Payyavula Keshav (born 14 May 1965) is a member of the Legislative Assembly of the Indian state of Andhra Pradesh representing the Uravakonda constituency of Anantapur. He is associated with the Telugu Desam Party and contested as an MLA six times from Uravakonda Assembly Constituency in the Rayalaseema region of Andhra Pradesh.

Early life and education
Keshav was born into a landlord family that owned more than 2000 acres till the land ceiling laws were enforced in independent India. His family was one of the richest in the Madras presidency. His father, Payyavula Venkata Narayana was elected as an MLA from Rayadurg constituency in 1975 and also served as the DCC President of the Indian National Congress party in Ananthapuram district. The family traditionally relied on agriculture as their main occupation. He was the youngest son of his parents who had 2 sons and 5 daughters.

Keshav attended a local government school up to 10th grade and attended the Sri Sathya Sai School in Puttaparthi for 11th and 12th grades. Later, he joined the Bhadruka College in Hyderabad for his bachelor's degree. After his bachelor's, Keshav finished his post graduate diploma in management from T.A. Pai Management Institute, Manipal University, in 1987 at the age of 22.

Keshav is married to Ms Hemalatha and is blessed with two sons, Vikram Simha and Vijay Simha.

Political career 
Keshav's political career spans close to three decades in Telugu Desam Party. In 1994, he was chosen by the then TDP chief Nandamuri Taraka Ramarao to contest in the assembly elections at the age of 29, just a few months after his marriage. While his father contested from Rayadurg earlier, Keshav was allotted the seat of the Uravakonda constituency. Keshav won the elections of 1994 with a thumping majority of 17 thousand votes. In 1994 state assembly elections, TDP won 214 out of the total 294 seats in the assembly.

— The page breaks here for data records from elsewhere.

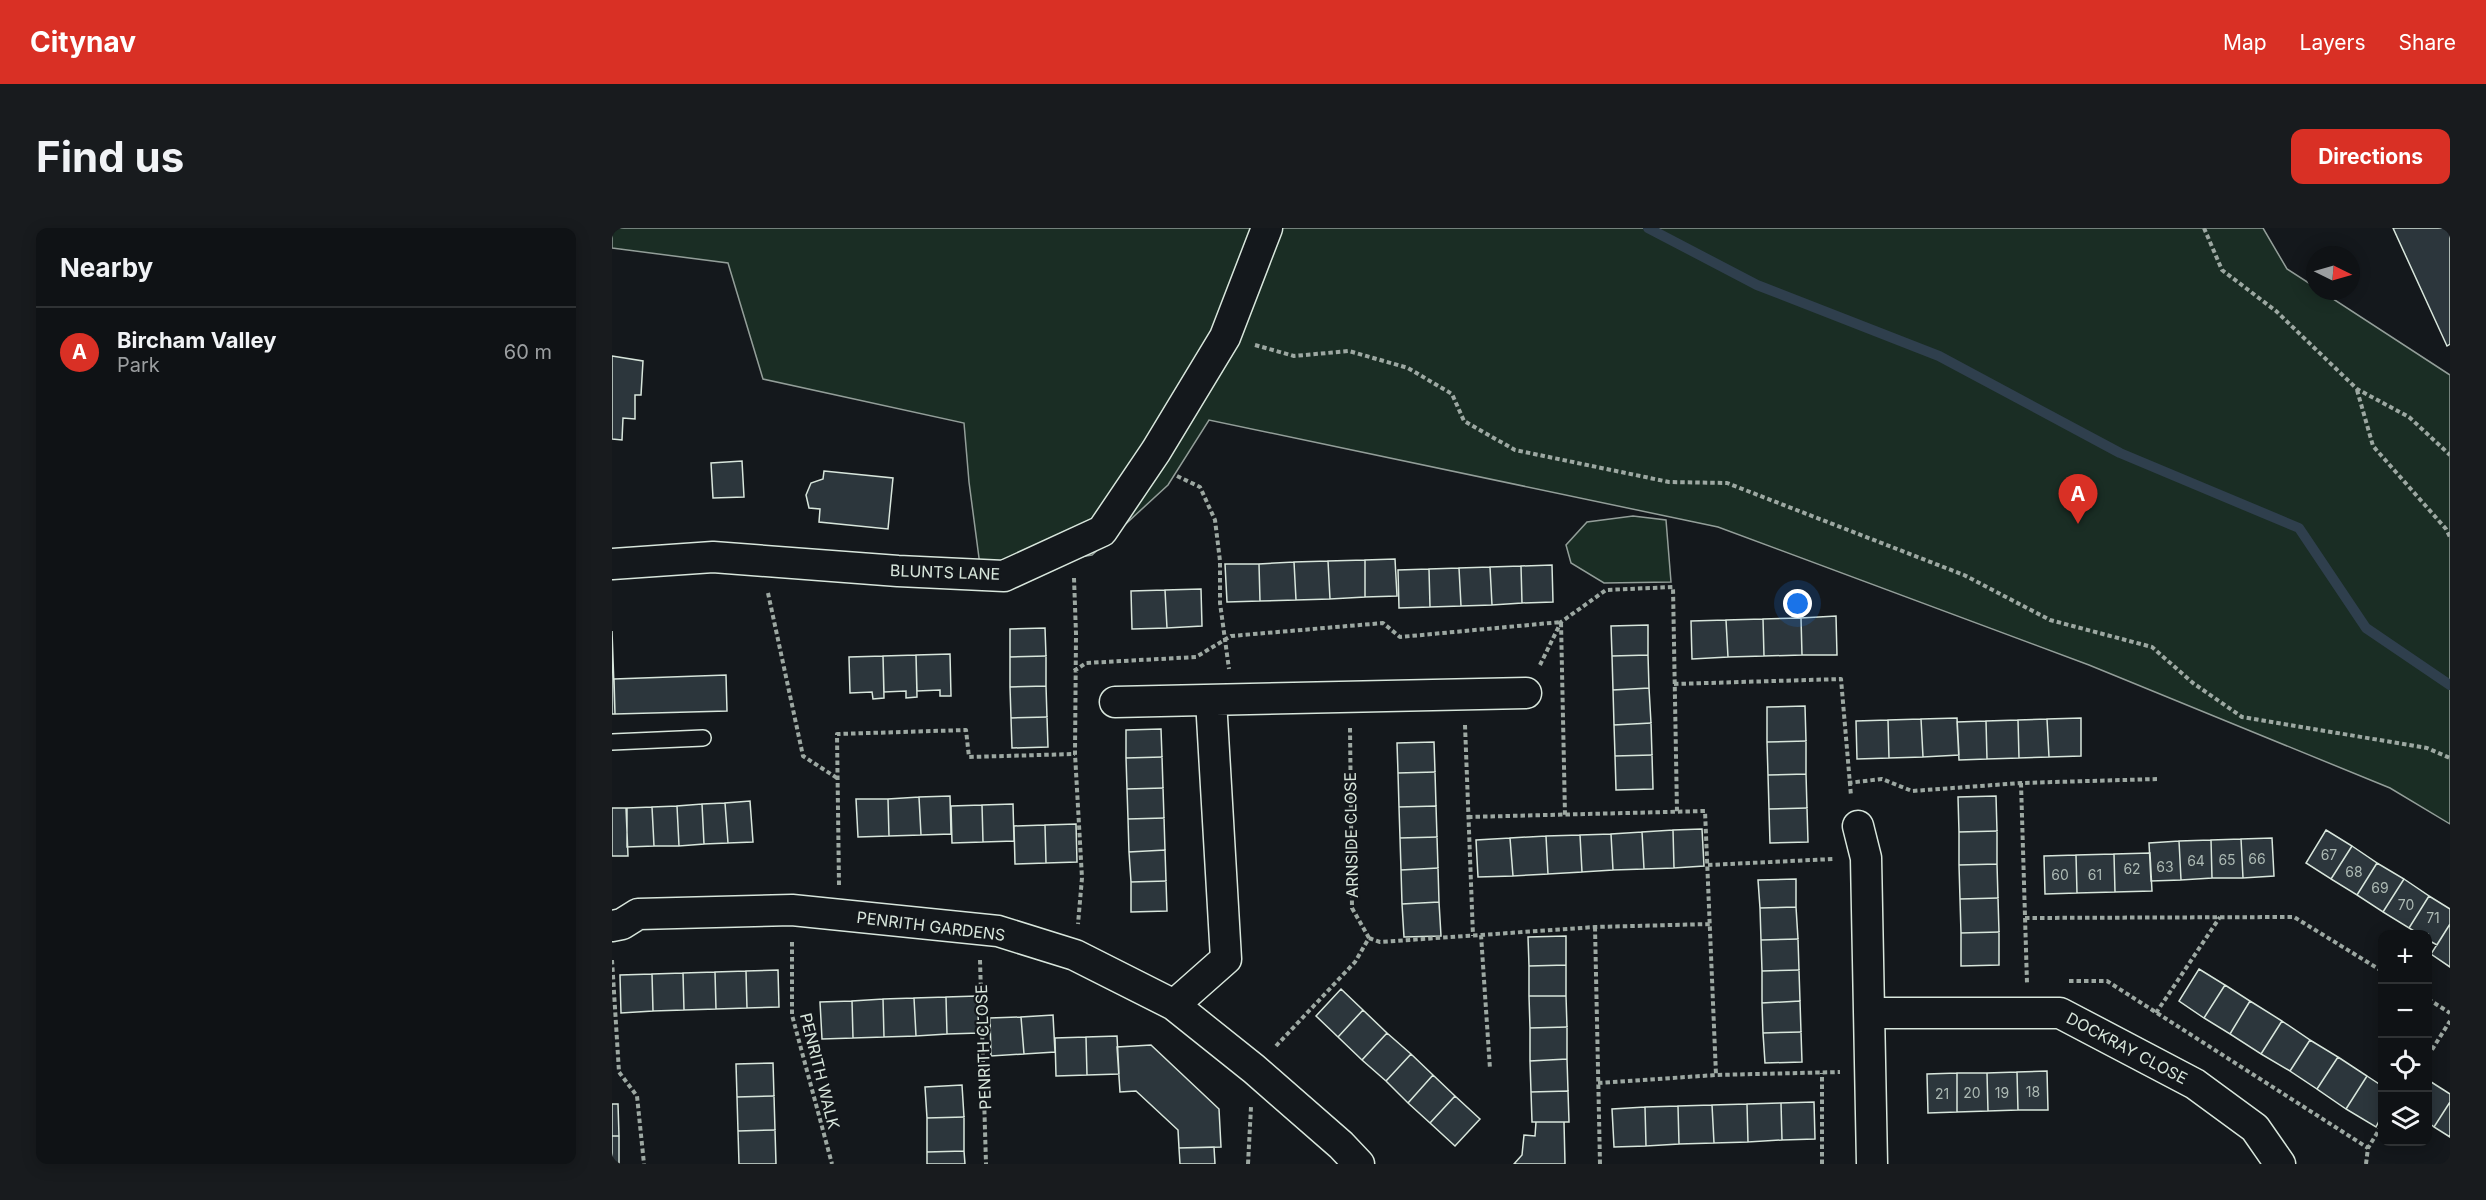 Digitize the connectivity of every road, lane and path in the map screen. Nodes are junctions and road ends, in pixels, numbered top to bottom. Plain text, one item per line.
1 (1268, 228) edge
2 (2204, 228) edge
3 (1225, 337) junction
4 (2357, 389) junction
5 (2450, 455) edge
6 (1200, 487) dead end
7 (2450, 537) edge
8 (761, 560) junction
9 (612, 564) edge
10 (1074, 579) dead end
11 (1561, 622) junction
12 (1224, 640) junction
13 (1227, 661) dead end
14 (1074, 671) junction
15 (1674, 684) junction
16 (1526, 693) joint
17 (1463, 695) junction
18 (1349, 697) junction
19 (1211, 700) junction
20 (1115, 702) dead end
21 (703, 738) dead end
22 (612, 742) edge
23 (1075, 754) junction
24 (2450, 758) edge
25 (837, 778) junction
26 (2157, 778) dead end
27 (1848, 783) junction
28 (2022, 783) junction
29 (1677, 812) junction
30 (1565, 815) junction
31 (1468, 817) junction
32 (1858, 826) joint
33 (1866, 858) junction
34 (1708, 865) junction
35 (792, 910) junction
36 (839, 915) junction
37 (2220, 917) junction
38 (2025, 918) junction
39 (1711, 924) junction
40 (612, 926) edge
41 (1595, 927) junction
42 (979, 930) junction
43 (1481, 935) junction
44 (1473, 936) junction
45 (1369, 938) junction
46 (1075, 955) junction
47 (612, 960) edge
48 (2378, 969) edge
49 (2038, 981) dead end
50 (2061, 981) dead end
51 (2432, 1002) edge
52 (1174, 1005) junction
53 (1869, 1013) junction
54 (2156, 1013) junction
55 (2450, 1013) edge
56 (2450, 1021) edge
57 (2432, 1048) edge
58 (1254, 1069) junction
59 (1490, 1069) dead end
60 (1870, 1071) junction
61 (1822, 1072) junction
62 (1716, 1075) junction
63 (1598, 1083) junction
64 (2378, 1132) edge
65 (2368, 1148) junction
66 (1342, 1158) edge
67 (644, 1164) edge
68 (832, 1164) edge
69 (986, 1164) edge
70 (1248, 1164) edge
71 (1600, 1164) edge
72 (1822, 1164) edge
73 (1872, 1164) edge
74 (2280, 1164) edge
75 (2366, 1164) edge

1 - 3 street, BLUNTS LANE
2 - 4 path
3 - 8 street, BLUNTS LANE
3 - 24 path
4 - 5 path
4 - 7 path
6 - 12 path
8 - 9 street, BLUNTS LANE
8 - 25 path
10 - 14 path
11 - 12 path
11 - 15 path
11 - 16 path
11 - 30 path
12 - 13 path
12 - 14 path
14 - 23 path
15 - 27 path
15 - 29 path
16 - 17 street
17 - 18 street
17 - 31 path
18 - 19 street
18 - 45 path, ARNSIDE CLOSE
19 - 20 street
19 - 52 street
21 - 22 lane
23 - 25 path
23 - 46 path
25 - 36 path
26 - 28 path
27 - 28 path
27 - 32 path
28 - 38 path
29 - 30 path
29 - 34 path
30 - 31 path
31 - 44 path
32 - 33 street
33 - 34 path
33 - 53 street
34 - 39 path
35 - 36 street, PENRITH GARDENS
35 - 40 street, PENRITH GARDENS
35 - 68 path, PENRITH WALK
36 - 42 street, PENRITH GARDENS
37 - 38 path
37 - 48 path
37 - 54 path
38 - 49 path
39 - 41 path
39 - 62 path
41 - 43 path
41 - 63 path
42 - 46 street, PENRITH GARDENS
42 - 69 path, PENRITH CLOSE
43 - 44 path
43 - 59 path
44 - 45 path
45 - 58 path
46 - 52 street, PENRITH GARDENS
47 - 67 path
50 - 54 path
51 - 55 path
52 - 58 street, PENRITH GARDENS
53 - 60 street
53 - 74 street, DOCKRAY CLOSE
54 - 65 path
56 - 57 path
58 - 66 street, PENRITH GARDENS
58 - 70 path
60 - 61 path
60 - 73 street
61 - 62 path
61 - 72 path
62 - 63 path
63 - 71 path
64 - 65 path
65 - 75 path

While Keshav contested six times from the Uravakonda seat, he was elected as an MLA four times. Notably, except during his first term as the MLA in 1994–99, TDP could not capture power in the state for him to wield his full hand. Keshav served the assembly and the people of his constituency as an opposition leader more than as a member of the ruling party.

As PAC Chairman 
In the 2019 Assembly elections, Keshav won as an MLA from Uravakonda even when the whole of Andhra Pradesh voted decisively in favor of Jagan Mohan Reddy's YSRCP. Only three contestants from TDP won the election in the Rayalaseema region in 2019, the other two being the party chief Nara Chandra Babu Naidu and popular Telugu film actor Nandamuri Balakrishna. In July 2019, Keshav was appointed the Chairman of Public Accounts Committee by the leader of the opposition Nara Chandra Babu Naidu.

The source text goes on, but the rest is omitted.